A PHARMACIST (72) has been jailed for six months after she pleaded guilty to 21 counts of theft and fraud, where she stole €70,000 from the HSE in an elaborate scheme involving falsifying drug payment scheme claims.
Christine Crowley, of Main St, Drimoleague, was sentenced to two-and-a-half years in jail, but Judge Sean Ó Donnabháin suspended the final two years of the term due to her age and relatively poor health, as well as her previous good character and the unlikelihood of her re-offending.
Judge Ó Donnabháin said that Crowley was a qualified pharmacist who used her expertise and familiarity with the HSE scheme to set about an elaborate fraud for her own financial gain. and there was no doubt but that ‘the criminality was egregious’.
‘She used her qualifications and intimate knowledge of the HSE and used her skill to falsify documents over a period of years,’ he said.
Defence counsel, Jim O’Mahony SC, told Cork Circuit Criminal Court that the past month had been particularly difficult – not just for Crowley who had been remanded in custody – but also for her elderly husband, John a retired vet, who was hugely dependent on her.
Mr O’Mahony said that Mr Crowley (74) had recently undergone an unsuccessful hip operation and was also facing an operation on his other hip.
Mrs Crowley’s daughter Aisling said she had to come from Dublin, where she owns a pharmacy, to look after her father, while her mother was on remand.

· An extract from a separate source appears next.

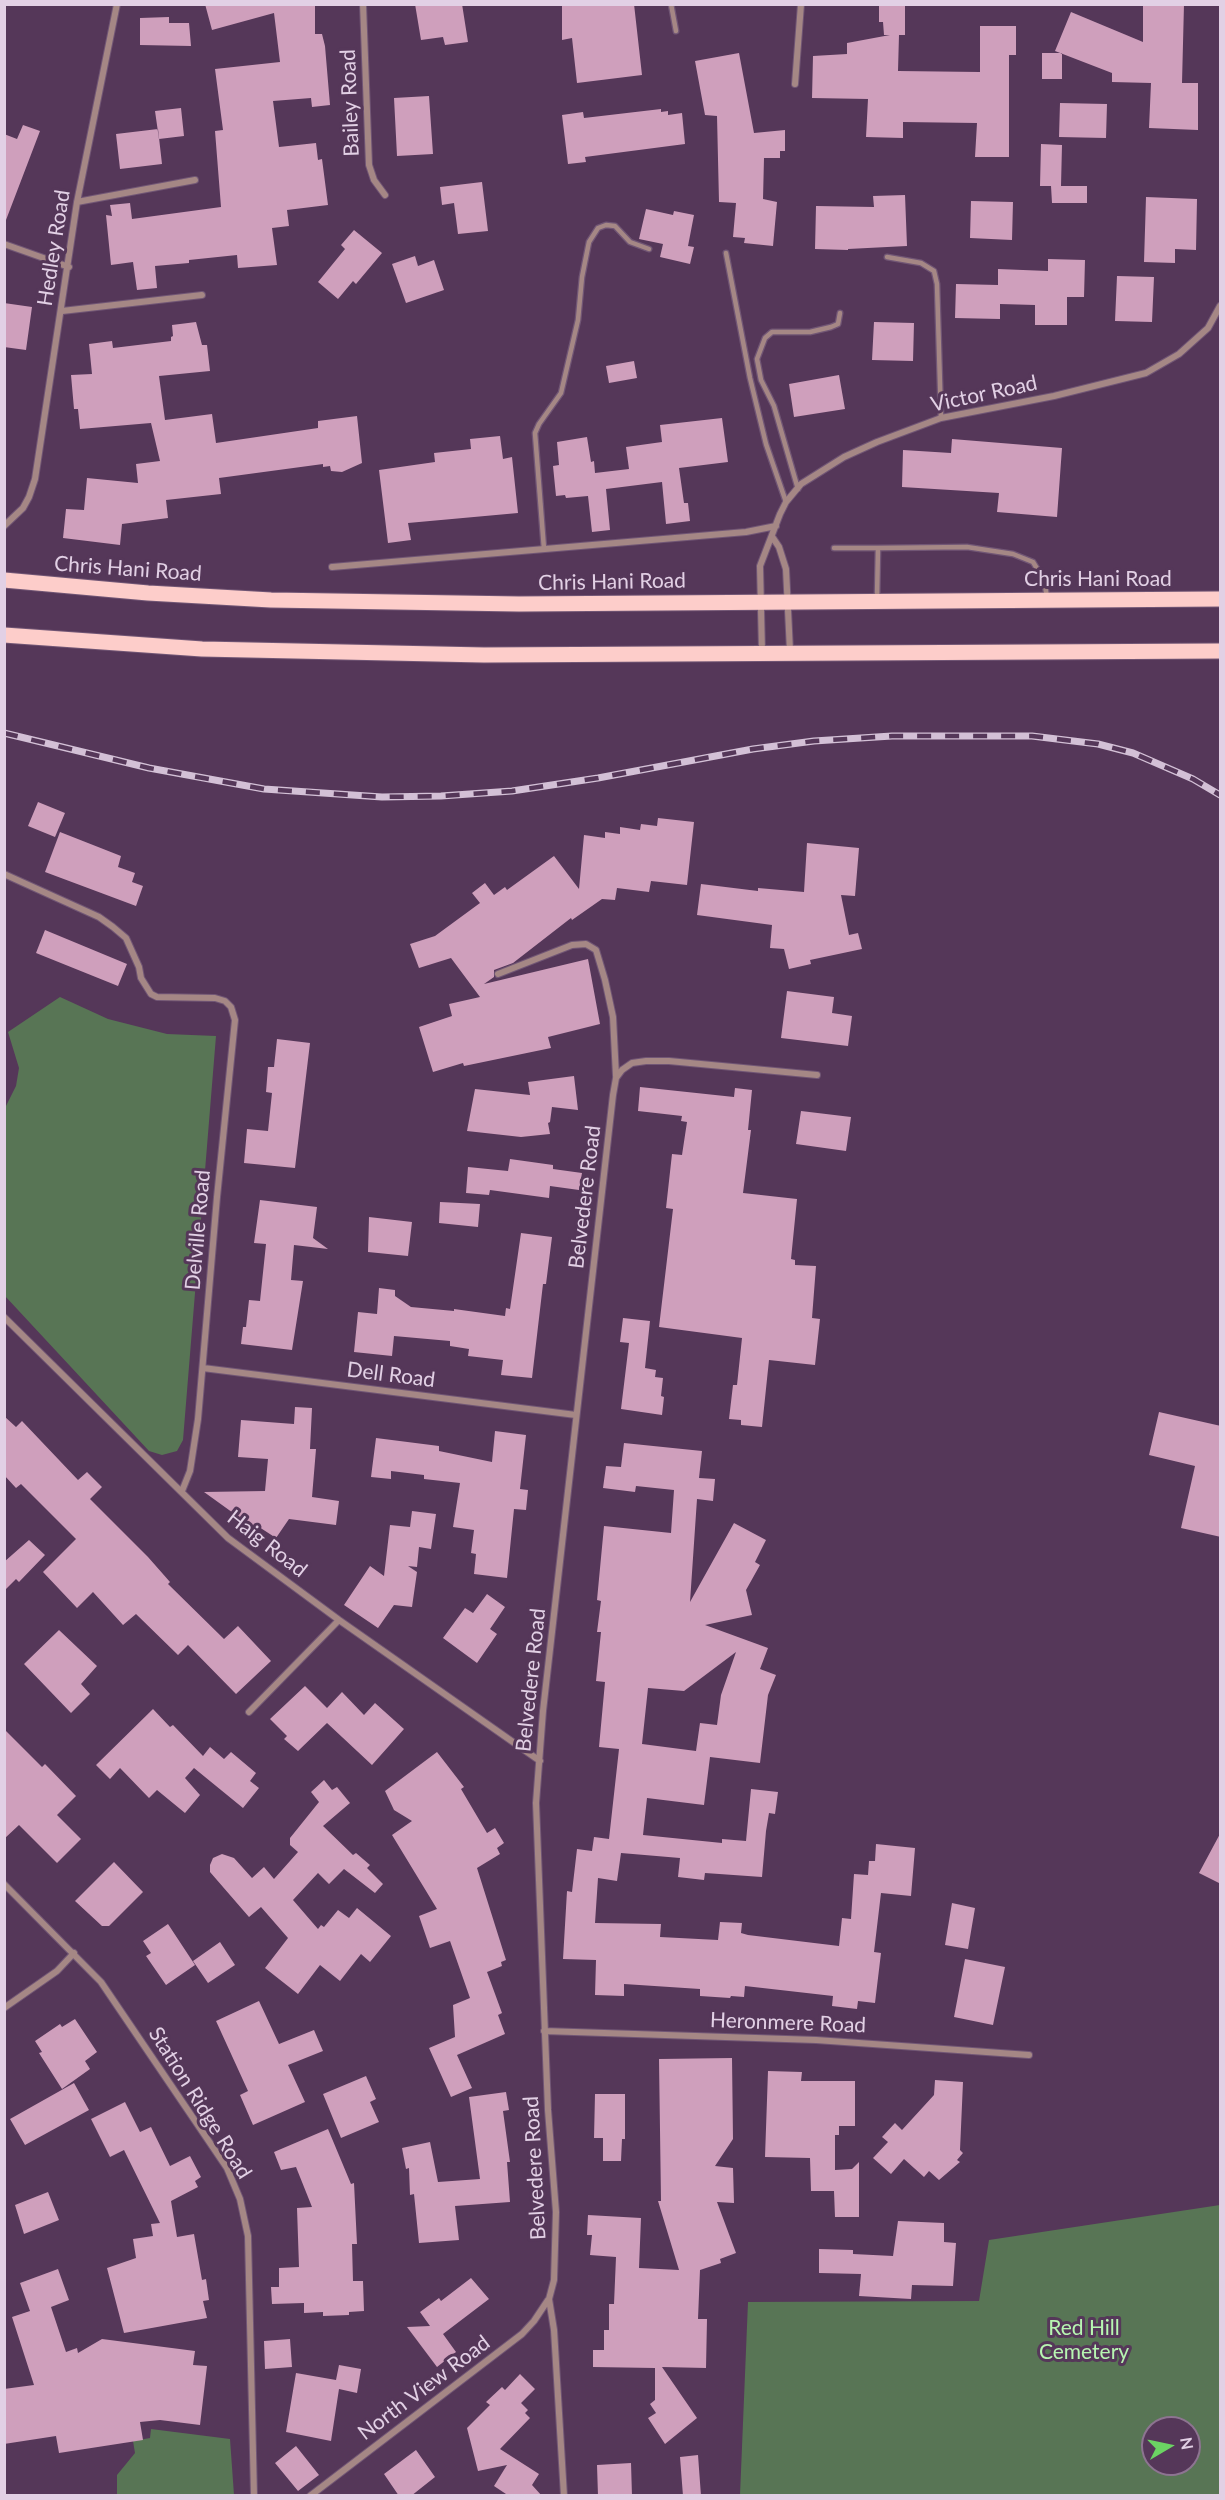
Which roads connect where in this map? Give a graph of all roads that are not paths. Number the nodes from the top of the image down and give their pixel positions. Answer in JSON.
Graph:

If she was given a jail term, it would pose huge problems for the family.
She was expecting a baby shortly, and would not be able to look after her father, so the family would have to consider putting him in a nursing home if her mother was given a jail sentence, she said.
But Judge Ó Donnabháin said that he couldn’t see how Crowley could look after her husband to any great degree, given her own health problems, even though her condition appeared to have improved if anything, since going into prison, as she was no longer ‘self-medicating’.
‘An aggravating factor in this case was that as far as Christine Crowley was concerned, the game was up as the HSE knew Christine Crowley was defrauding them but when the guards became involved what was her level of co-operation? The investigating guard told me – none,’ said the judge.
He accepted she was now remorseful and her guilty plea was significant in that she had saved the State the expense of a complicated trial.